The nurse is assessing a client with the diagnosis of chronic heart failure. Which clinical finding should the nurse expect the client to experience? · Palpitations in the chest when resting · Dependent edema in the evening · Chest pain that decreases with rest · Frequent coughing with yellow sputum
· Dependent edema in the evening Decreased cardiac output causes fluid retention, which results in dependent edema; this is often noticed in the evening after the client has been standing or sitting for prolonged periods. Chest pain is indicative of cardiac ischemia. Palpitations are indicative of cardiac dysrhythmias. Coughing with yellow sputum is indicative of an infectious process in the respiratory tract; pink, frothy sputum is associated with pulmonary edema that can result from heart failure.
A patient is experiencing a myocardial infarction. What should the nurse identify as the primary cause of pain experienced by a patient with a coronary occlusion? · Irritation of nerve endings in the cardiac plexus · Blocking of the coronary veins · Heart muscle ischemia · Arterial spasm
· Heart muscle ischemia
A patient with a history of coronary artery disease is prescribed atenolol. What should the nurse monitor to determine the therapeutic effect of the medication? · Heart rate · Pulse oximetry · Temperature · Respirations
· Heart rate
A nurse is teaching a group of patients about risk factors for heart disease. Which factor will the nurse include that increases a patient's risk for myocardial infarction? · Family history of breast cancer · Hypertension · Asian-American ancestry · Increased high density lipoproteins (HDL)
· Hypertension
Which urinalysis finding indicates a urinary tract infection? · Presence of ketones · Presence of bilirubin · Presence of crystals · Presence of leukoesterase
· Presence of leukoesterase Leukoesterases are released by white blood cells as a response to an infection or inflammation. Therefore, the presence of this chemical in urine indicates a urinary tract infection. The presence of crystals in the urine indicates that the specimen had been allowed to stand. Presence of bilirubin in the urine indicates anorexia nervosa, diabetic ketoacidosis, and prolonged fasting. The presence of ketones indicates diabetic ketoacidosis.

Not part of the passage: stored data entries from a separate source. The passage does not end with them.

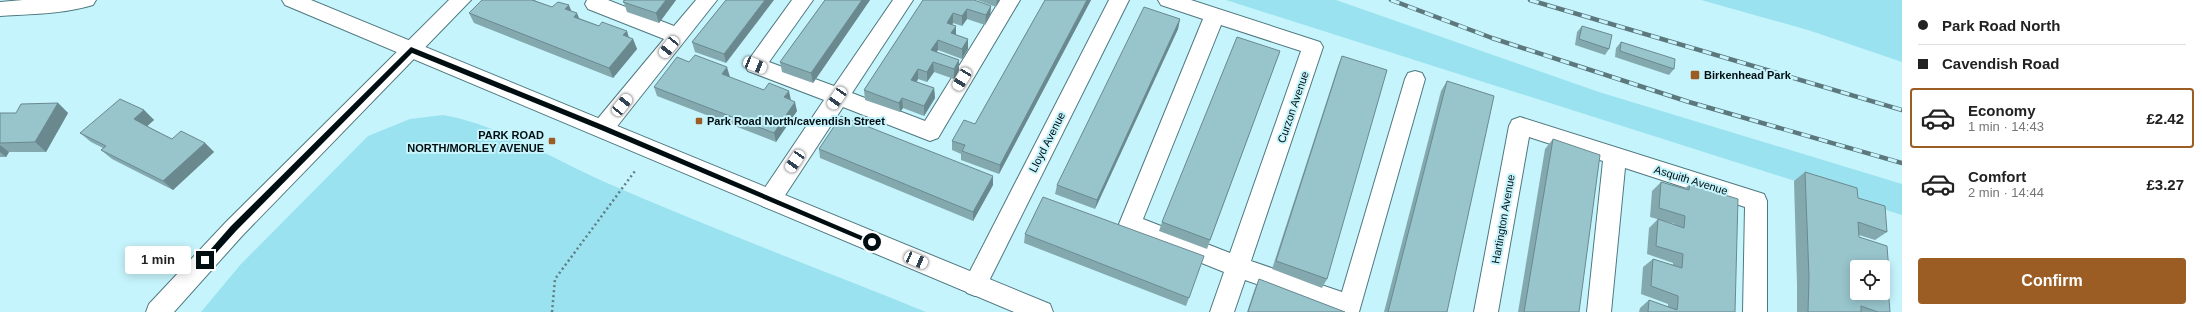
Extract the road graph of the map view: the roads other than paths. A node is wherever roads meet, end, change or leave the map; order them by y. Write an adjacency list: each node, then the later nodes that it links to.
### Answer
1 (86, 0): 11 (street)
2 (292, 0): 14 (street)
3 (461, 0): 14 (street)
4 (598, 0): 13 (street)
5 (707, 0): 13 (street)
6 (803, 0): 16 (street)
7 (903, 0): 16 (street)
8 (1010, 0): 16 (street)
9 (1119, 0): 22 (street, Lloyd Avenue)
10 (1168, 0): 12 (street, Curzon Avenue)
11 (0, 9)
12 (1215, 15): 21 (street, Curzon Avenue); 21 (street)
13 (678, 36): 18 (street)
14 (411, 50): 18 (street); 23 (street)
15 (1414, 79): 21 (street)
16 (837, 98): 20 (street)
17 (1520, 126): 19 (street, Asquith Avenue); 26 (street, Hartington Avenue)
18 (603, 128): 20 (street)
19 (1615, 156): 27 (street); 28 (street, Asquith Avenue)
20 (770, 199): 22 (street)
21 (1238, 267): 25 (street, Curzon Avenue)
22 (975, 285): 24 (street)
23 (158, 312)
24 (1041, 312)
25 (1222, 312)
26 (1486, 312)
27 (1599, 312)
28 (1755, 312)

The nurse is caring for a client who had a massive myocardial infarction and developed cardiogenic shock. Which clinical manifestation supports this diagnosis? · Warm, flushed skin · Increased blood pressure · Deep respirations · Rapid pulse
· Rapid pulse The heart rate increases (tachycardia) in an attempt to meet the body's oxygen demands and circulate blood to vital organs; the pulse is weak and thready because of peripheral vasoconstriction. The respirations are rapid and shallow, not deep. The skin is cold and clammy because of vasoconstriction caused by the shunting of blood to vital organs. The blood pressure is decreased, not increased, because of continued hypoperfusion and multiorgan failure.